(What is expected): Could you output the listing that follows exactly, without its images?

(Dataset entries):
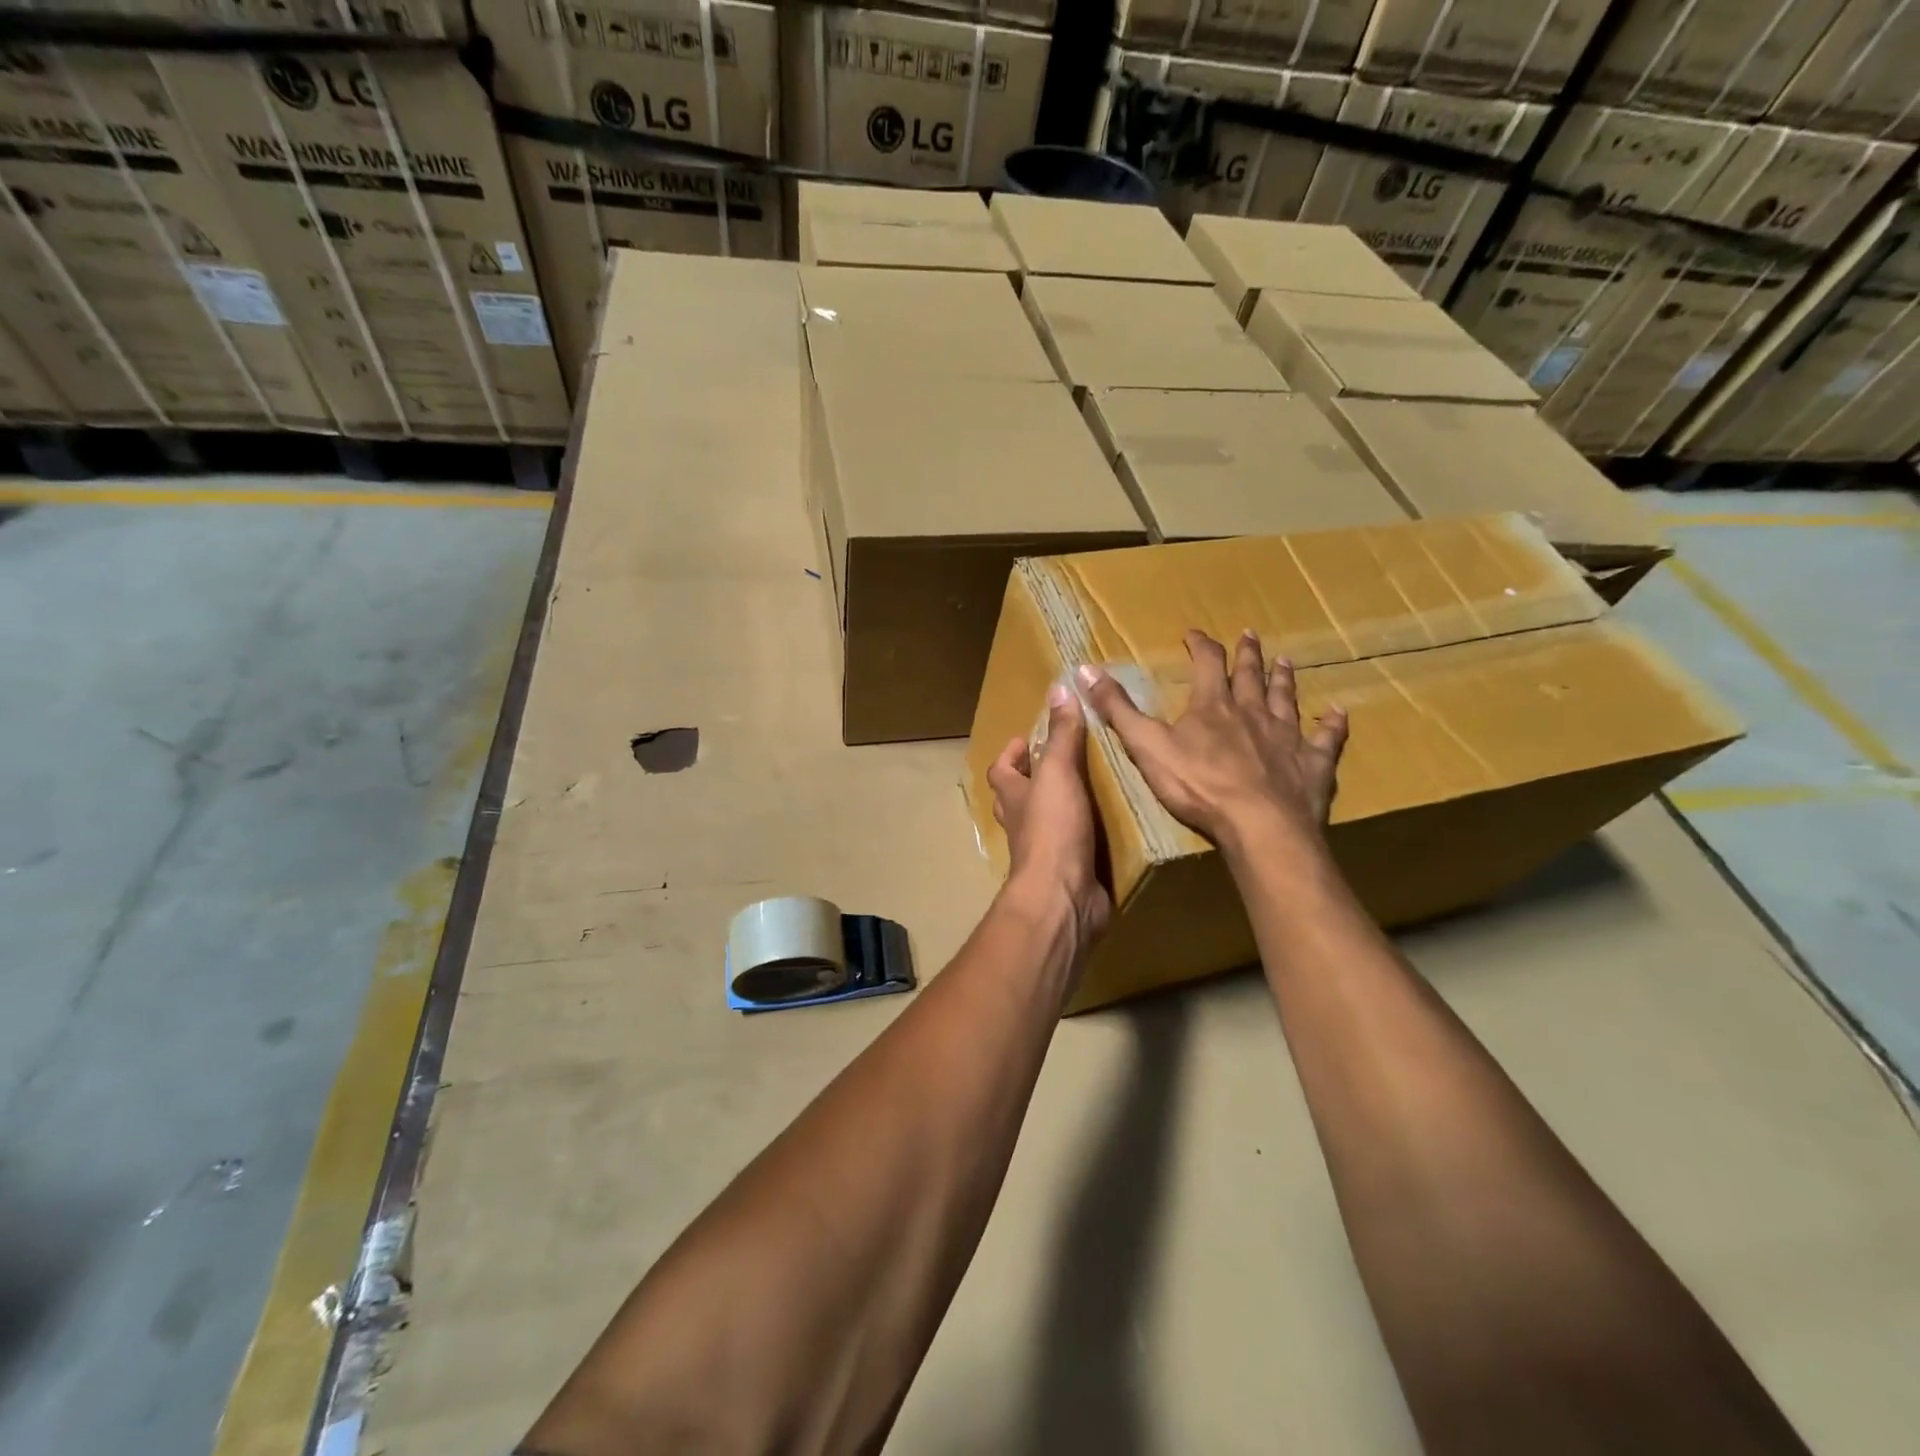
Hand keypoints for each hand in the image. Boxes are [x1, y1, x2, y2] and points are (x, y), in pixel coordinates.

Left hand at [987, 682, 1111, 945]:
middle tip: (1068, 760)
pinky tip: (1112, 825)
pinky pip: (1076, 846)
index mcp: (1013, 797)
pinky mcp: (1069, 871)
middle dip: (1037, 778)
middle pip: (1020, 796)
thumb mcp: (1058, 773)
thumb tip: (1058, 687)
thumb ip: (1061, 735)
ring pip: (1047, 821)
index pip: (1001, 769)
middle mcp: (1024, 823)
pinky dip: (1088, 835)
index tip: (1031, 738)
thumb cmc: (1053, 830)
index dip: (1012, 753)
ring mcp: (1044, 850)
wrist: (1063, 897)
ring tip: (1096, 785)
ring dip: (1064, 806)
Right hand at [1076, 629, 1347, 853]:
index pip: (1206, 664)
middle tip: (1250, 635)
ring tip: (1285, 661)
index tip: (1193, 634)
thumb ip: (1117, 709)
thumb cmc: (1198, 786)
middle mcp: (1252, 712)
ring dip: (1283, 679)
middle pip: (1250, 675)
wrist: (1258, 825)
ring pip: (1286, 699)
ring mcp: (1286, 736)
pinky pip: (1326, 739)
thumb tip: (1084, 670)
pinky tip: (1338, 713)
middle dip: (1246, 654)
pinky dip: (1332, 725)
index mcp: (1212, 707)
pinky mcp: (1312, 764)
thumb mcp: (1146, 746)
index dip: (1199, 646)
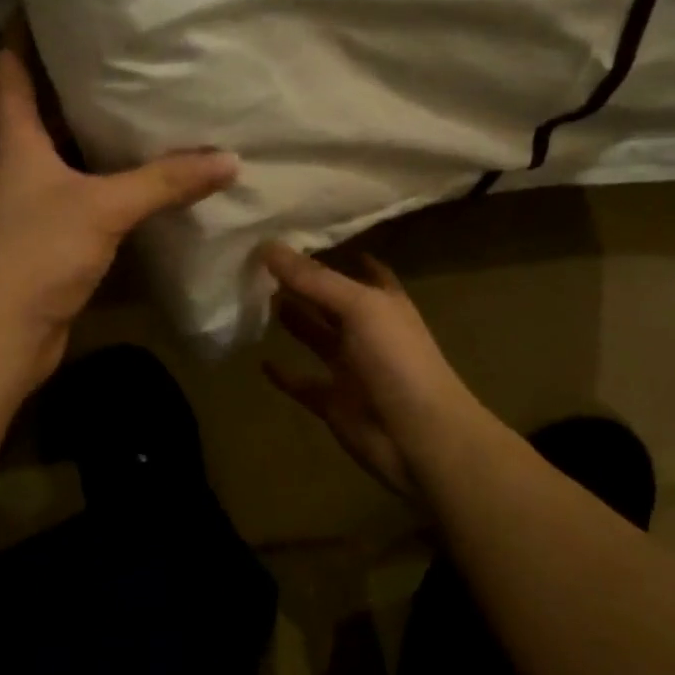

(Result for this exercise):
Hand keypoints for each hand in the image. Boxes are [x1, y1, x2, y2] and points are (x, y), in pixel coordinates.

Left hand at [987, 682, 1111, 945]:
middle tip: (1068, 760)
pinky tip: (1112, 825)
pinky pip: (1076, 846)
index mcp: (1013, 797)
pinky mcp: (1069, 871)
middle dip: (1037, 778)
middle pip: (1020, 796)
thumb mcp: (1058, 773)
thumb tip: (1058, 687)
thumb ip: (1061, 735)
ring pip: (1047, 821)
index pip: (1001, 769)
middle mcp: (1024, 823)
pinky dip: (1088, 835)
index tip: (1031, 738)
thumb cmc: (1053, 830)
index dip: (1012, 753)
ring mcp: (1044, 850)
wrist: (1063, 897)
ring tip: (1096, 785)
ring dip: (1064, 806)
Right hand at [1076, 629, 1347, 853]:
index pip: (1206, 664)
middle tip: (1250, 635)
ring tip: (1285, 661)
index tip: (1193, 634)
thumb ip: (1117, 709)
thumb cmc: (1198, 786)
middle mcp: (1252, 712)
ring dip: (1283, 679)
middle pip: (1250, 675)
wrist: (1258, 825)
ring pip: (1286, 699)
ring mcp: (1286, 736)
pinky pip: (1326, 739)
thumb tip: (1084, 670)
pinky tip: (1338, 713)
middle dip: (1246, 654)
pinky dip: (1332, 725)
index mcp: (1212, 707)
pinky mcp: (1312, 764)
thumb mcp: (1146, 746)
index dip: (1199, 646)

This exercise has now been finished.